People are storytellers. Dating back to cavemen around campfires and flipping through the pages of history right up to this generation of interactive video games and Wattpad fanfics – there really has never been a time when we haven’t told stories.
We tell them in their most renowned and beloved manifestations: on cinema screens and in book trilogies and crammed into 90-second-long TikTok videos as we watch the character arc that is a ginger cat knocking a can of Coke off the coffee table.
We tell stories in numerous formats, in a multitude of languages, to an audience of 8 billion. We Tweet creatively. We craft descriptive messages to our best friends about that dream we had with that celebrity in it (spoiler alert: he was topless). We write heartfelt monologues into our journals, explaining the wildly traumatic day we’ve just survived through.
“Dear Diary, you would not believe the day I’ve had. I farted on the subway – and it was audible! I think I’m gonna have to change my identity and move to Ireland.”
Every day of our entire lives consists of us, telling our story. Yet people are often less than enthused about our educational choices when deciding on Creative Writing as a degree.
Creative writing is not a dead-end path. It’s a journey paved with yellow bricks and enchanted trees and characters strolling alongside you of your own design. It’s a degree that provides you with innumerable transferable skills that are essential should you wish to turn writing into a lifelong career.
And here are 4 of those careers that a creative writing degree will greatly enhance:
A copywriter is responsible for creating content for a company or brand that expresses its ethos. That relays its humanity in and amongst all of the business-minded interactions. A copywriter tells their story across an array of material they might use: within marketing, used in internal communications, for presentations and on their social media, etc. And what is creative writing if not the art of storytelling? Your degree will prime you perfectly in aid of finding a brand that needs its story told – and told well.
Possibly the most obvious – and most sought-after – career in creative writing. The act of creation. Writing worlds into existence. Watching others explore them. Maybe even having Netflix buy the rights. Ah, the literary dream.
- Narrative Designer
Narrative designers help a team to “shape the stories they want to tell.” Often found as part of gaming companies, they’re a vital role in creating not only the plot of a game but the narrative journey of the main character moving through it. Creative writing, here, is an invaluable resource having had plenty of experience learning about narrative structures and MC characteristics.
Not all stories have to be fictional. In fact, many of the most thrilling often aren’t. As a journalist, you’re responsible for discovering tales worth telling – worldwide – and expressing them in a way that will get readers/viewers/the human population invested in what’s going on. It’s your job to tell the stories that need to be told.

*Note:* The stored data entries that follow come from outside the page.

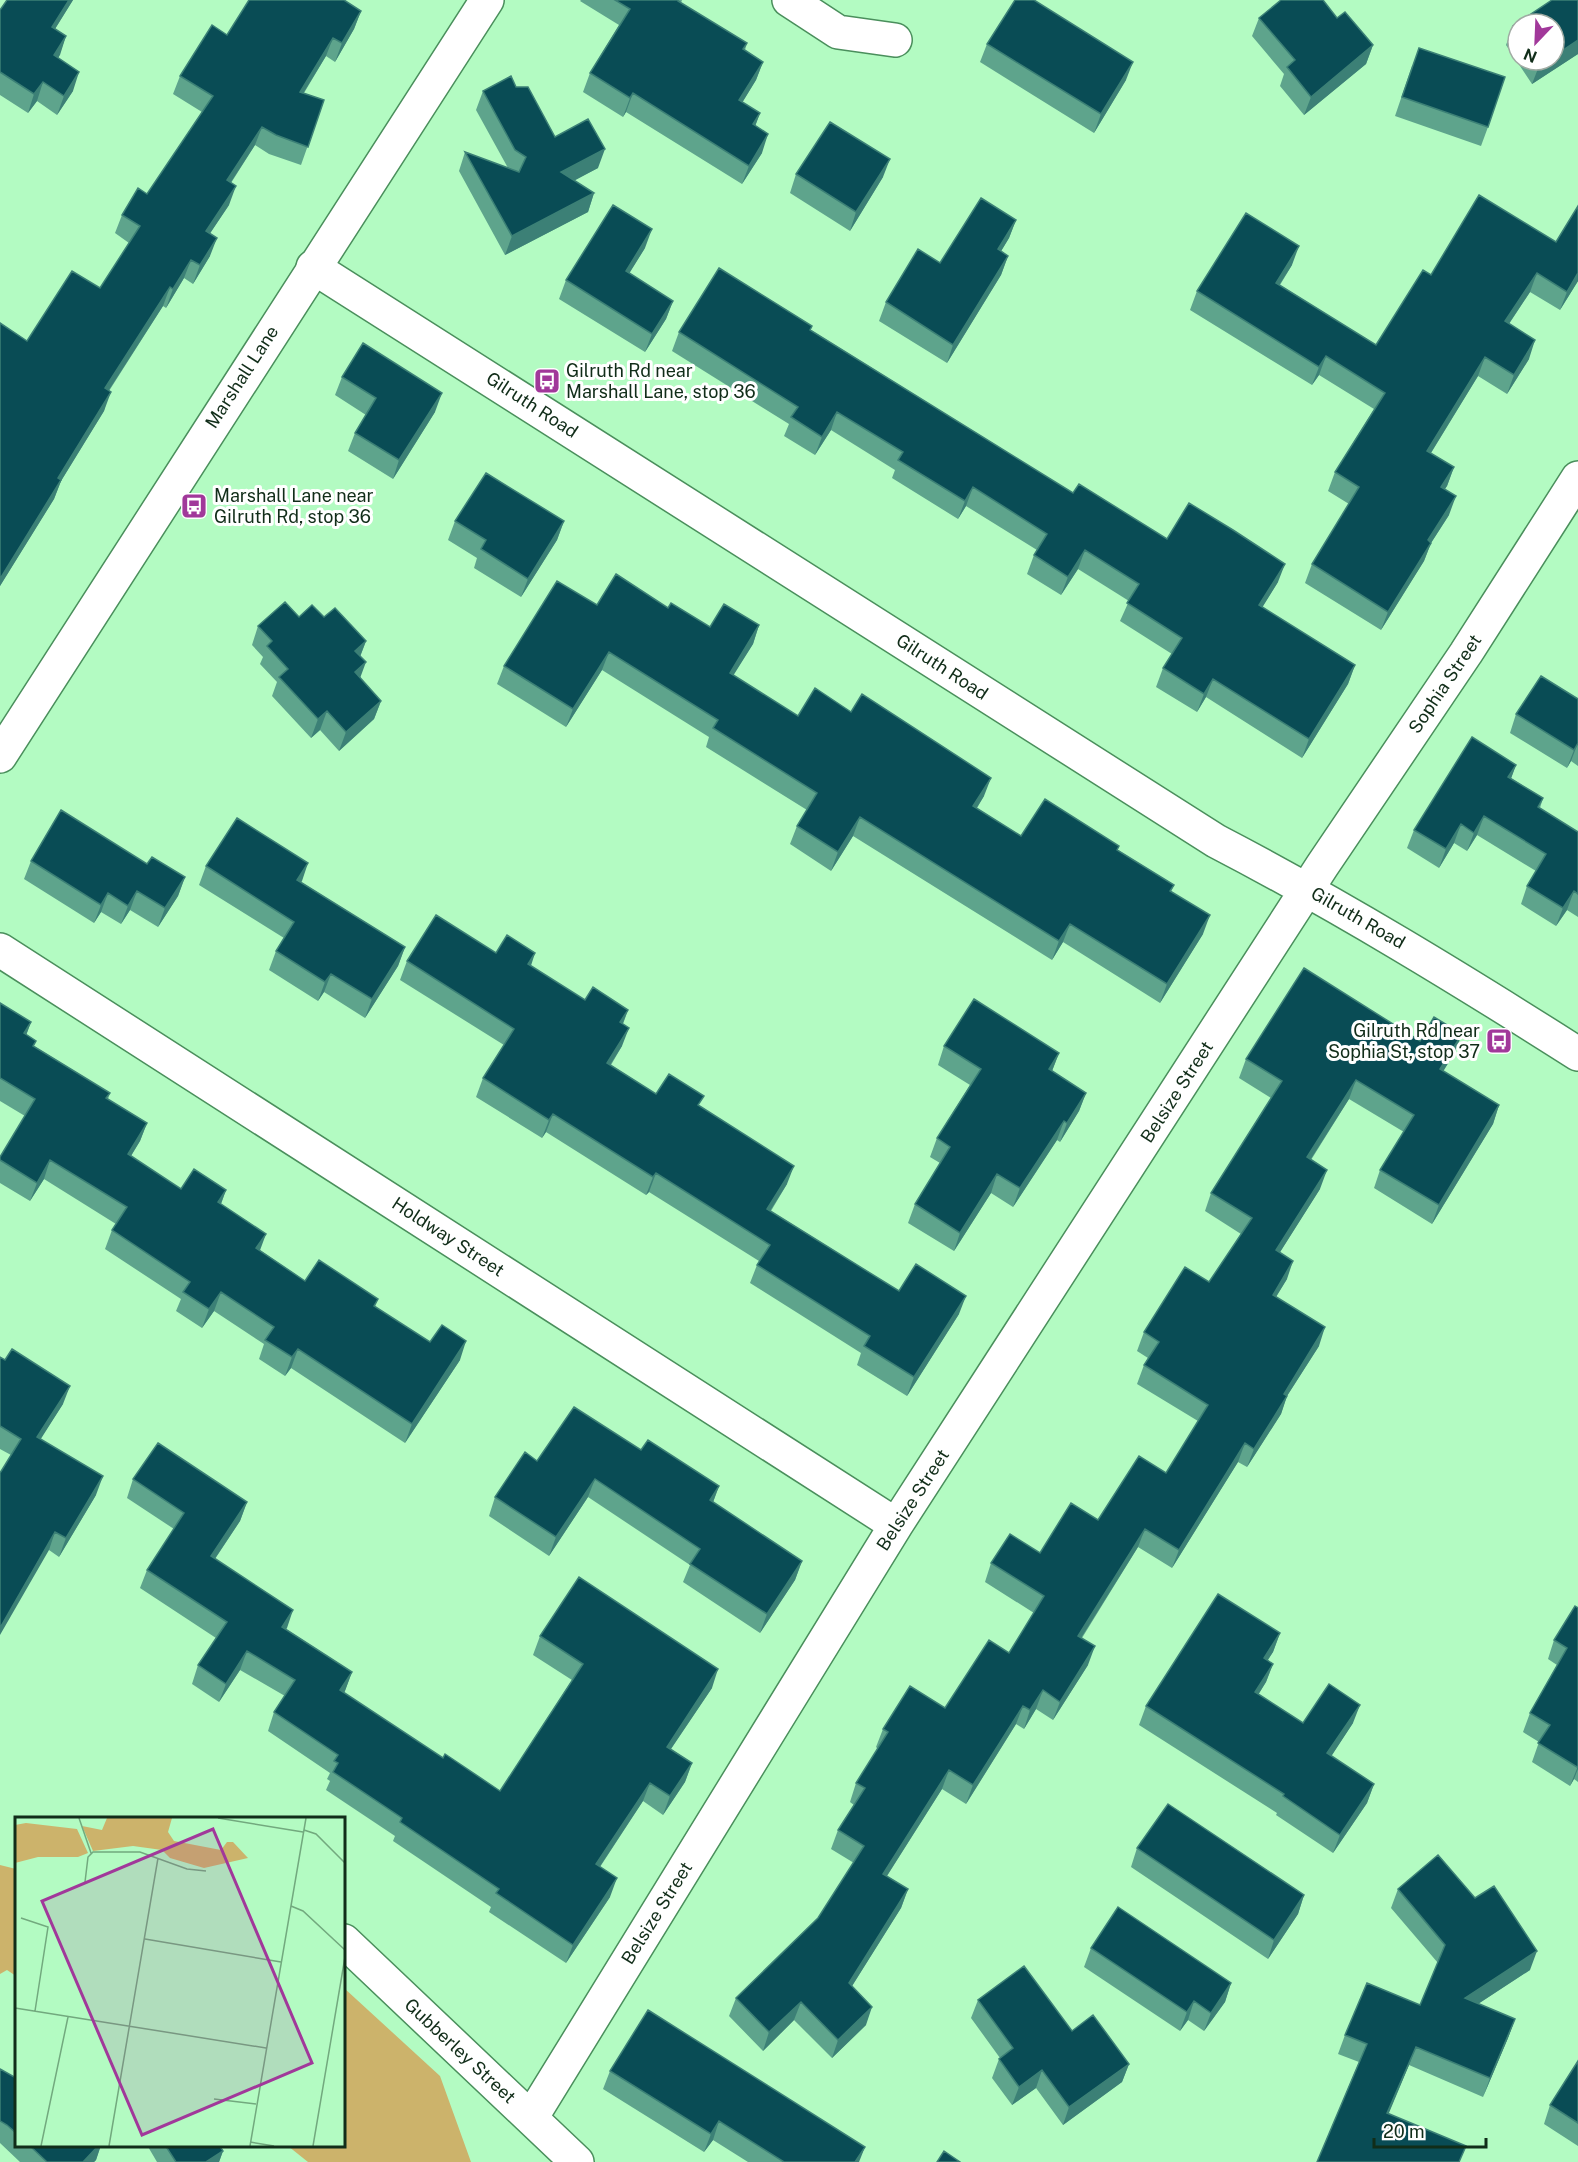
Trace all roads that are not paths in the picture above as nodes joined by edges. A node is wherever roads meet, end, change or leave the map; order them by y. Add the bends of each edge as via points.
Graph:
1 (487, 0) edge
2 (789, 0) edge
3 (895, 40) dead end
4 (313, 267) junction
5 (1578, 478) edge
6 (0, 756) edge
7 (1308, 889) junction
8 (0, 950) edge
9 (1578, 1054) edge
10 (896, 1525) junction
11 (345, 1942) edge
12 (531, 2118) junction
13 (577, 2162) edge

1 - 4 street, Marshall Lane
2 - 3 street via 838,32
4 - 6 street, Marshall Lane
4 - 7 street, Gilruth Road via 1216,842
5 - 7 street, Sophia Street
7 - 9 street, Gilruth Road via 1431,960
7 - 10 street, Belsize Street
8 - 10 street, Holdway Street
10 - 12 street, Belsize Street
11 - 12 street, Gubberley Street
12 - 13 street, Gubberley Street

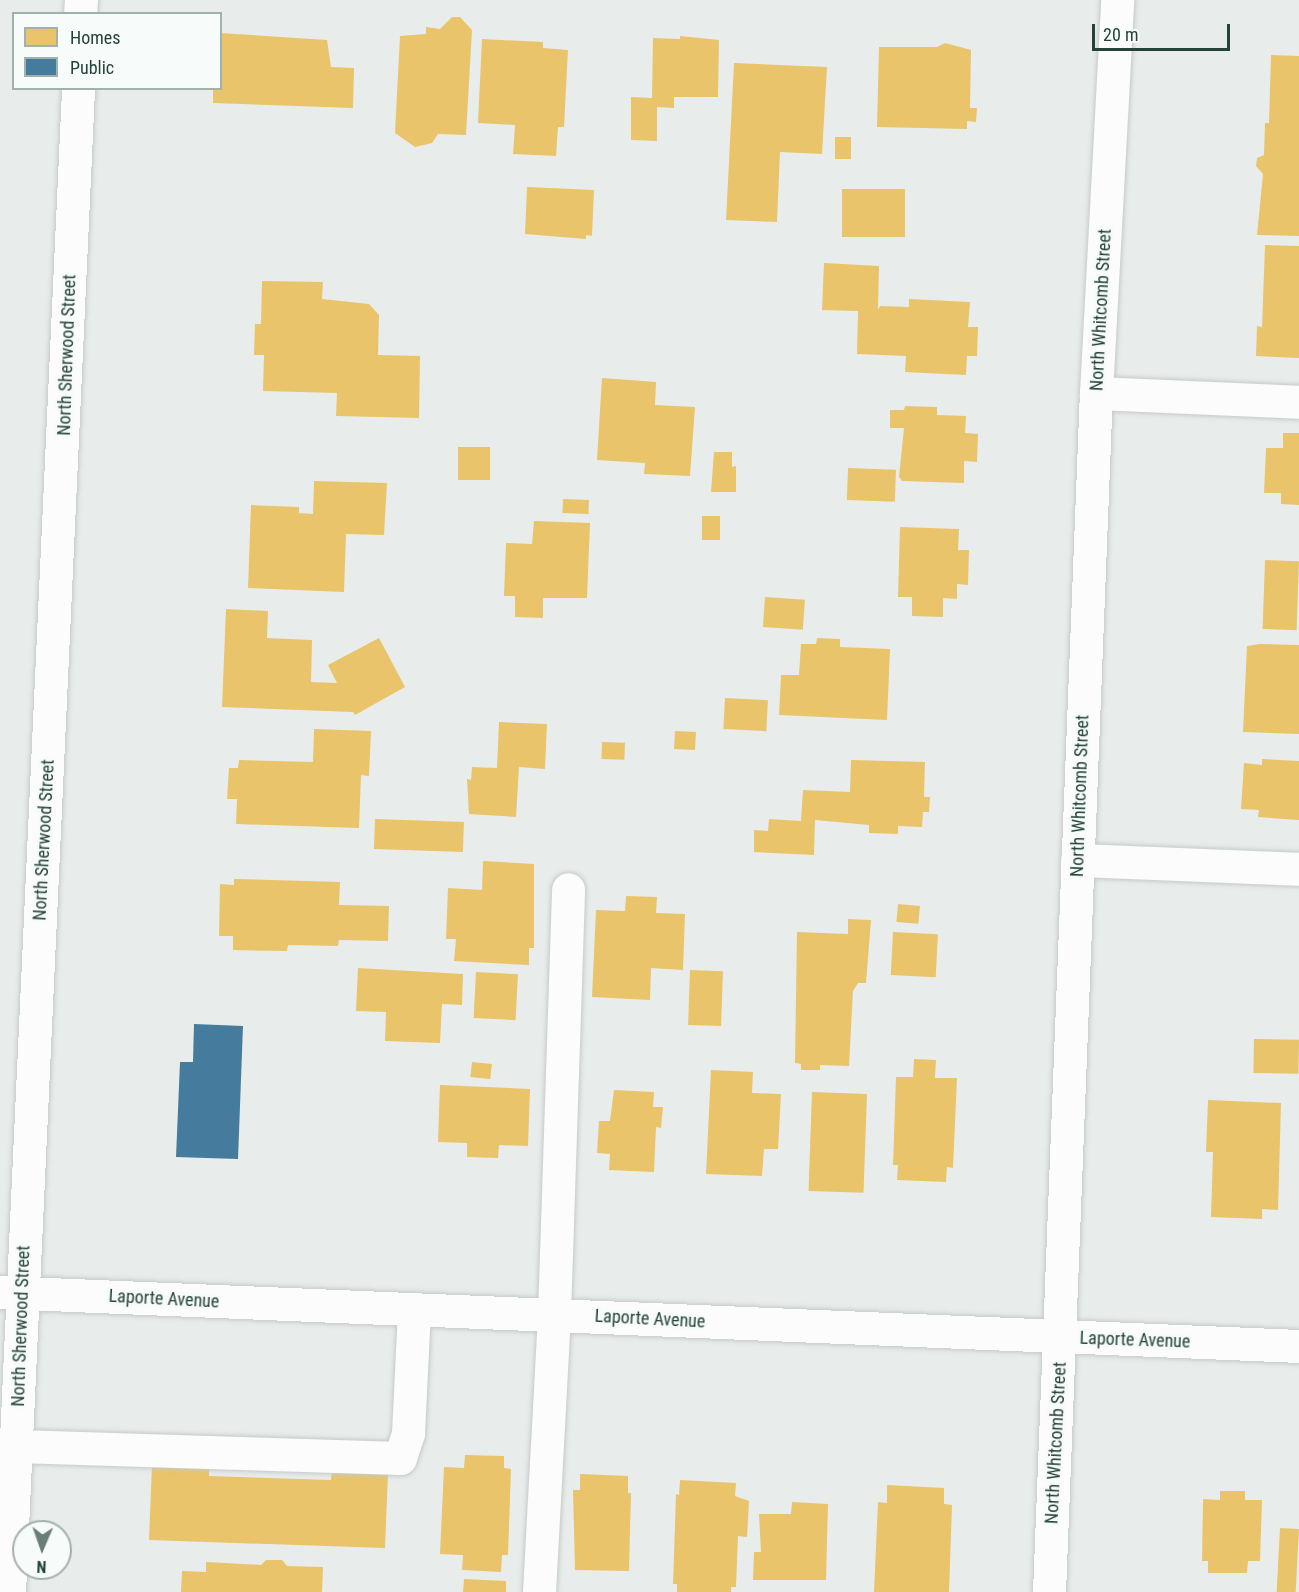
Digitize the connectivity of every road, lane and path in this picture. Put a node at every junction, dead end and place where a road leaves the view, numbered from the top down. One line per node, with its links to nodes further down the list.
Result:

Writing creatively is not just a hobby or a pastime, it’s an expression of being a human.
It’s a way to hone our storytelling skills that can be applied to a broad reach of careers. Beyond the scope of “creative jobs” as mentioned above, creative writing skills can lend nicely to a little bit of everything.
Financial companies have a brand message that needs relaying. Engineers have Twitter accounts that need sprucing up. Fast food chains have campaigns that need to catch the attention of their audience. All businesses have adverts and all brands have origin stories and all careers contain people, human people, who’ve lived through a number of experiences that, if told – and if told well – can connect one another to each other, and establish relationships that see them through a lifetime.
Storytelling is an art and a science – and it’s an essential part of whatever journey you decide to take.
If you learn to tell good stories, you’ll live greater stories, still.